§ **Problem statement**:
Every entry below should be written out exactly, and no image should appear.

Records shown Start Marker

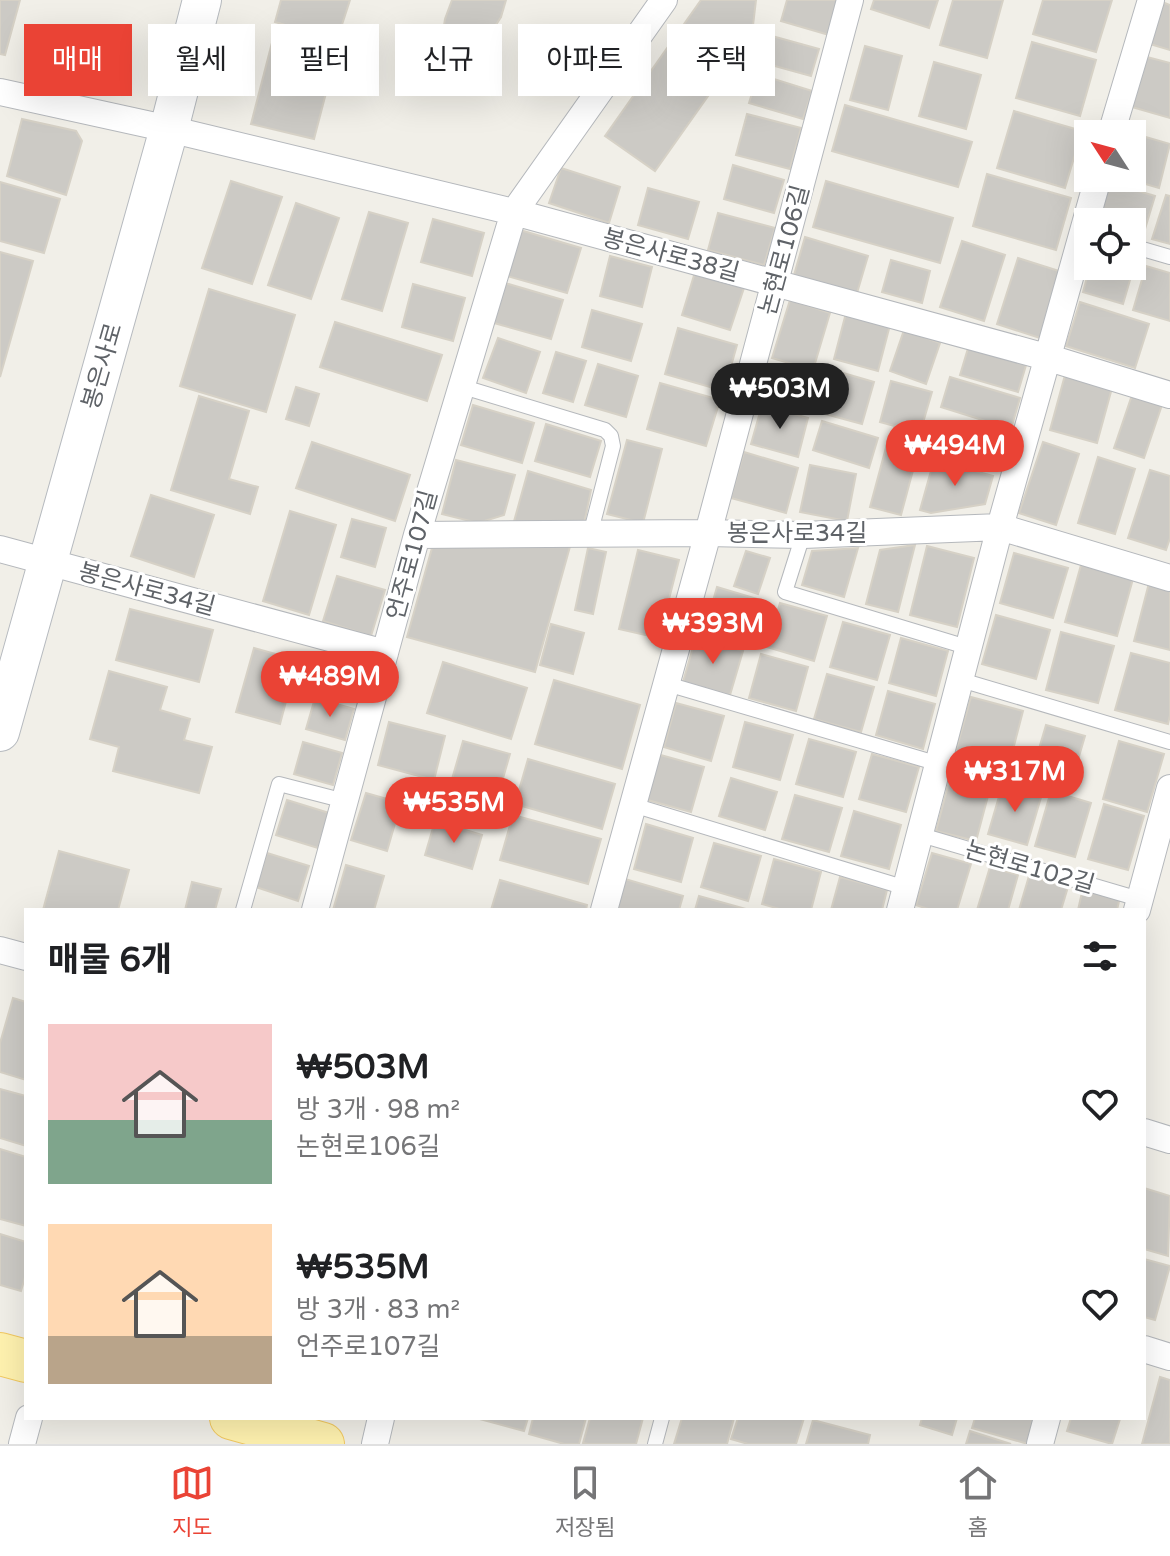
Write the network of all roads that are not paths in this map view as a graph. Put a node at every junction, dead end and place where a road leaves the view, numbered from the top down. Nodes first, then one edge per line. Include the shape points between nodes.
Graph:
1 (202, 0) edge
2 (664, 0) edge
3 (850, 0) edge
4 (1151, 0) edge
5 (0, 92) edge
6 (1115, 120) edge
7 (169, 129) junction
8 (514, 212) junction
9 (1146, 250) edge
10 (1170, 257) edge
11 (1074, 268) edge
12 (776, 283) junction
13 (1046, 357) junction
14 (460, 386) junction
15 (1170, 395) edge
16 (1000, 527) junction
17 (708, 533) junction
18 (417, 535) junction
19 (590, 535) junction
20 (803, 535) junction
21 (0, 549) edge
22 (47, 563) junction
23 (1170, 578) edge
24 (970, 648) junction
25 (385, 653) junction
26 (961, 680) junction
27 (667, 684) junction
28 (0, 732) edge
29 (1170, 742) edge
30 (939, 764) junction
31 (1170, 788) edge
32 (345, 801) junction
33 (633, 805) junction
34 (921, 835) junction
35 (903, 899) edge
36 (1138, 904) edge
37 (244, 908) edge
38 (316, 908) edge
39 (605, 908) edge
40 (0, 950) edge
41 (24, 956) edge
42 (1146, 1133) edge
43 (1170, 1140) edge
44 (1146, 1350) edge
45 (0, 1354) edge
46 (1170, 1357) edge
47 (24, 1360) edge
48 (28, 1420) edge
49 (238, 1420) edge
50 (381, 1420) edge
51 (661, 1420) edge
52 (1046, 1420) edge
53 (22, 1444) edge
54 (323, 1444) edge
55 (375, 1444) edge
56 (655, 1444) edge
57 (1040, 1444) edge

1 - 7 main road, 봉은사로
2 - 8 street, 언주로107길
3 - 12 street, 논현로106길
4 - 6 street
5 - 7 street, 봉은사로38길
7 - 8 street, 봉은사로38길
7 - 22 main road, 봉은사로
8 - 12 street, 봉은사로38길
8 - 14 street, 언주로107길
9 - 10 lane
11 - 13 street
12 - 13 street, 봉은사로38길
12 - 17 street, 논현로106길
13 - 15 street, 봉은사로38길
13 - 16 street
14 - 18 street, 언주로107길
14 - 19 lane via 611,436 613,446
16 - 20 street, 봉은사로34길
16 - 23 street, 봉은사로34길
16 - 24 street
17 - 19 street, 봉은사로34길
17 - 20 street, 봉은사로34길
17 - 27 street, 논현로106길
18 - 19 street, 봉은사로34길
18 - 25 street, 언주로107길
20 - 24 lane via 785,592
21 - 22 street, 봉은사로34길
22 - 25 street, 봉은사로34길
22 - 28 main road, 봉은사로
24 - 26 street
25 - 32 street, 언주로107길
26 - 29 lane
26 - 30 street
27 - 30 lane
27 - 33 street, 논현로106길
30 - 34 street
31 - 36 street, 논현로102길
32 - 37 lane via 279,784
32 - 38 street, 언주로107길
33 - 35 lane
33 - 39 street, 논현로106길
34 - 35 street
34 - 36 lane, 논현로102길
40 - 41 street
42 - 43 street
44 - 46 street
45 - 47 main road
48 - 53 street
49 - 54 main road
50 - 55 street
51 - 56 lane
52 - 57 street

Records shown End Marker

§ **Answer space**:
Write the network of all roads that are not paths in this map view as a graph. Put a node at every junction, dead end and place where a road leaves the view, numbered from the top down. Nodes first, then one edge per line. Include the shape points between nodes.
Graph:
1 (202, 0) edge
2 (664, 0) edge
3 (850, 0) edge
4 (1151, 0) edge
5 (0, 92) edge
6 (1115, 120) edge
7 (169, 129) junction
8 (514, 212) junction
9 (1146, 250) edge
10 (1170, 257) edge
11 (1074, 268) edge
12 (776, 283) junction
13 (1046, 357) junction
14 (460, 386) junction
15 (1170, 395) edge
16 (1000, 527) junction
17 (708, 533) junction
18 (417, 535) junction
19 (590, 535) junction
20 (803, 535) junction
21 (0, 549) edge
22 (47, 563) junction
23 (1170, 578) edge
24 (970, 648) junction
25 (385, 653) junction
26 (961, 680) junction
27 (667, 684) junction
28 (0, 732) edge
29 (1170, 742) edge
30 (939, 764) junction
31 (1170, 788) edge
32 (345, 801) junction
33 (633, 805) junction
34 (921, 835) junction
35 (903, 899) edge
36 (1138, 904) edge
37 (244, 908) edge
38 (316, 908) edge
39 (605, 908) edge
40 (0, 950) edge
41 (24, 956) edge
42 (1146, 1133) edge
43 (1170, 1140) edge
44 (1146, 1350) edge
45 (0, 1354) edge
46 (1170, 1357) edge
47 (24, 1360) edge
48 (28, 1420) edge
49 (238, 1420) edge
50 (381, 1420) edge
51 (661, 1420) edge
52 (1046, 1420) edge
53 (22, 1444) edge
54 (323, 1444) edge
55 (375, 1444) edge
56 (655, 1444) edge
57 (1040, 1444) edge

1 - 7 main road, 봉은사로
2 - 8 street, 언주로107길
3 - 12 street, 논현로106길
4 - 6 street
5 - 7 street, 봉은사로38길
7 - 8 street, 봉은사로38길
7 - 22 main road, 봉은사로
8 - 12 street, 봉은사로38길
8 - 14 street, 언주로107길
9 - 10 lane
11 - 13 street
12 - 13 street, 봉은사로38길
12 - 17 street, 논현로106길
13 - 15 street, 봉은사로38길
13 - 16 street
14 - 18 street, 언주로107길
14 - 19 lane via 611,436 613,446
16 - 20 street, 봉은사로34길
16 - 23 street, 봉은사로34길
16 - 24 street
17 - 19 street, 봉은사로34길
17 - 20 street, 봉은사로34길
17 - 27 street, 논현로106길
18 - 19 street, 봉은사로34길
18 - 25 street, 언주로107길
20 - 24 lane via 785,592
21 - 22 street, 봉은사로34길
22 - 25 street, 봉은사로34길
22 - 28 main road, 봉은사로
24 - 26 street
25 - 32 street, 언주로107길
26 - 29 lane
26 - 30 street
27 - 30 lane
27 - 33 street, 논현로106길
30 - 34 street
31 - 36 street, 논현로102길
32 - 37 lane via 279,784
32 - 38 street, 언주로107길
33 - 35 lane
33 - 39 street, 논현로106길
34 - 35 street
34 - 36 lane, 논현로102길
40 - 41 street
42 - 43 street
44 - 46 street
45 - 47 main road
48 - 53 street
49 - 54 main road
50 - 55 street
51 - 56 lane
52 - 57 street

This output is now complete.